Two examples where bidders may be granted deal terminations without paying a fee are fiduciary termination rights (when a bidder backs out of public takeover because the bidder is being targeted in a separate takeover) and regulatory termination triggers exist (when a bid fails to pass an anti-trust takeover review). Mahmudi and researchers point to this to support shared gains for bidders and targets.

Researchers studied how BTFs are set and how paying for them, in cash or stock, affects the termination fee and a bidder’s feeling of being protected from overpayment. The sample size of the study was 2,078 mergers or acquisitions. Of those deals, 416 had bidder termination provisions. Mahmudi and the authors said that provision fees determine a bidder’s decision to terminate. Also provision fees can add value for both parties if fees are set properly, because mis-pricing a value can be significant.

“The catch is that it is not just about getting the inclusion of a BTP right. It is also critical to get the terms of the BTP right,” Mahmudi said.

Mahmudi said that BTFs need to be priced correctly for BTPs to work.  

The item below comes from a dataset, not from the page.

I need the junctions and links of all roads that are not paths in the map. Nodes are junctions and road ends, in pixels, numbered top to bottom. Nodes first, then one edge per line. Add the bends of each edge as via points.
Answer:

“To find the optimal bidder termination fee, we provide a theoretical framework in which we liken a bidder termination provision, which enhances a bidder's ability to withdraw from a takeover, to a real option on the target's assets,” Mahmudi said “We find that the optimal bidder termination fee resembles the price of a call option on the bidder's value for the target's assets which matures at the time that the takeover is to be completed. This implies that like the price of a call option, the bidder termination fee increases with the volatility and value of the option's underlying asset and with the time expected to be taken to complete the takeover. We do find empirical support for these predictions when we investigate this within the data.”

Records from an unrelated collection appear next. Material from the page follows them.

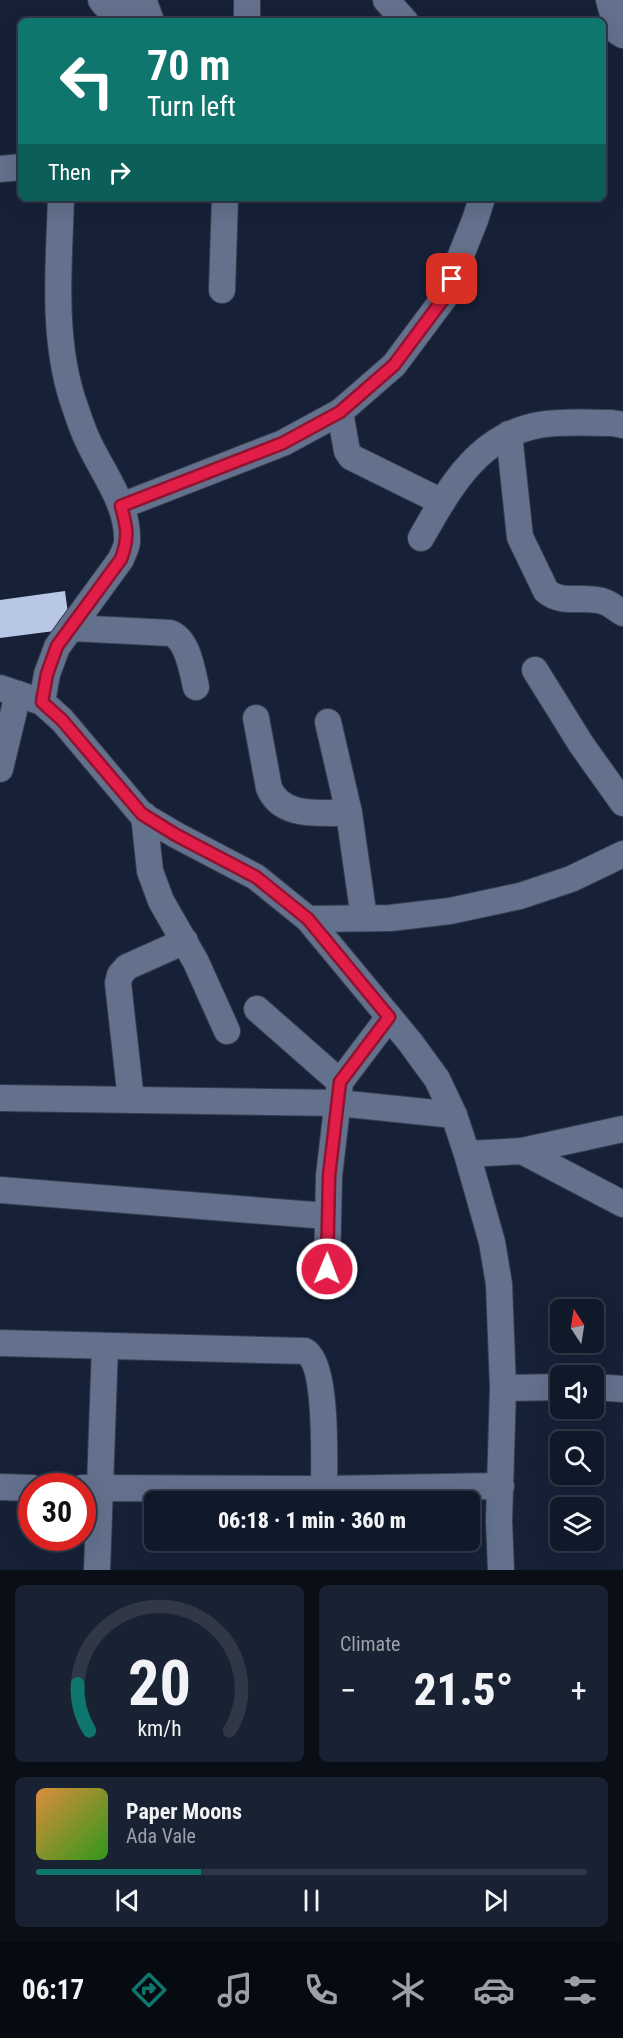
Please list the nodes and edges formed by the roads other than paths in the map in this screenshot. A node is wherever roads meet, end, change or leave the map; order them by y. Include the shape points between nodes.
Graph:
1 (101, 0) edge
2 (247, 0) edge
3 (386, 0) edge
4 (609, 0) edge
5 (150, 18) edge
6 (247, 18) edge
7 (402, 18) edge
8 (617, 33) edge
9 (18, 167) edge
10 (0, 170) edge
11 (61, 201) edge
12 (225, 201) edge
13 (481, 201) edge
14 (222, 290) dead end
15 (340, 412) junction
16 (623, 425) edge
17 (509, 434) junction
18 (441, 502) junction
19 (121, 506) junction
20 (421, 538) dead end
21 (623, 613) edge
22 (71, 628) junction
23 (535, 670) dead end
24 (196, 687) dead end
25 (20, 695) edge
26 (256, 718) dead end
27 (328, 722) dead end
28 (0, 769) edge
29 (623, 803) edge
30 (349, 813) junction
31 (144, 815) junction
32 (623, 854) edge
33 (364, 918) junction
34 (308, 919) junction
35 (185, 941) junction
36 (257, 1009) dead end
37 (389, 1017) junction
38 (227, 1031) dead end
39 (339, 1093) junction
40 (0, 1098) edge
41 (131, 1100) junction
42 (454, 1115) junction
43 (623, 1129) edge
44 (522, 1152) junction
45 (467, 1154) junction
46 (0, 1190) edge
47 (623, 1204) edge
48 (327, 1216) junction
49 (327, 1269) dead end
50 (0, 1344) edge
51 (105, 1346) junction
52 (550, 1387) edge
53 (503, 1388) junction
54 (604, 1388) edge
55 (623, 1389) edge
56 (93, 1473) edge
57 (501, 1486) junction
58 (0, 1487) edge
59 (18, 1488) edge
60 (96, 1489) edge
61 (324, 1489) junction
62 (96, 1551) edge
63 (97, 1570) edge
64 (501, 1570) edge

1 - 5 street via 105,5 146,7
2 - 6 street
3 - 7 street
4 - 8 street
9 - 10 street
11 - 19 street via 60,342 71,395 87,439
12 - 14 street
13 - 15 street via 444,298 394,365
15 - 18 street via 351,457
15 - 19 street via 283,443
16 - 17 street via 539,425
17 - 18 street via 476,458
17 - 21 street via 520,537 546,591 561,600 600,600
18 - 20 street
19 - 22 street via 127,543 121,559
22 - 24 street via 176,635 187,653
22 - 25 street via 57,646 47,674
23 - 29 street via 580,744
25 - 28 street
25 - 31 street via 62,720
26 - 30 street via 272,797 289,809
27 - 30 street
30 - 33 street
31 - 34 street via 256,877
31 - 35 street via 150,871 161,901
32 - 33 street via 571,879 520,896 450,911
33 - 34 street
34 - 37 street
35 - 38 street
35 - 41 street via 127,966 120,975
36 - 39 street
37 - 39 street
37 - 42 street via 437,1079
39 - 41 street
39 - 42 street
39 - 48 street
40 - 41 street
42 - 45 street
43 - 44 street
44 - 45 street
44 - 47 street
45 - 53 street via 492,1242 499,1284
46 - 48 street
48 - 49 street
50 - 51 street
51 - 56 street
51 - 61 street via 310,1354 322,1399
52 - 53 street
53 - 57 street
54 - 55 street
57 - 61 street
57 - 64 street
58 - 59 street
60 - 61 street
62 - 63 street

(In the most basic form, a call option is a financial contract that gives the option buyer the right but not the obligation to buy a stock or bond or other asset at a specified price within a specific time period. A call buyer profits when the underlying asset subsequently increases in price and is sold.)

Researchers also assert that termination fees, which a target has to pay to a bidder for resources used to facilitate a deal that falls through, and can range from 1-3% of a deal’s value, should be different than BTFs. A terminated bid can affect the value of a target from the announcement of a deal to the end, which a fee should reflect, researchers said.

Mahmudi said the BTP of Musk’s Twitter deal is the perfect illustration of what their research is trying to convey. Musk, who makes risky business deals and has no expertise in running a social media company, needed a BTP, but at only $1 billion, the price may be too low, Mahmudi said. Mahmudi said that before going through with the purchase, Musk tried to invoke a material adverse change clause to avoid having to pay.

“I believe he has now realized, as I predicted, that it is unlikely that the court would rule in his favor to use this cause and break up the deal without paying the fee,” Mahmudi said.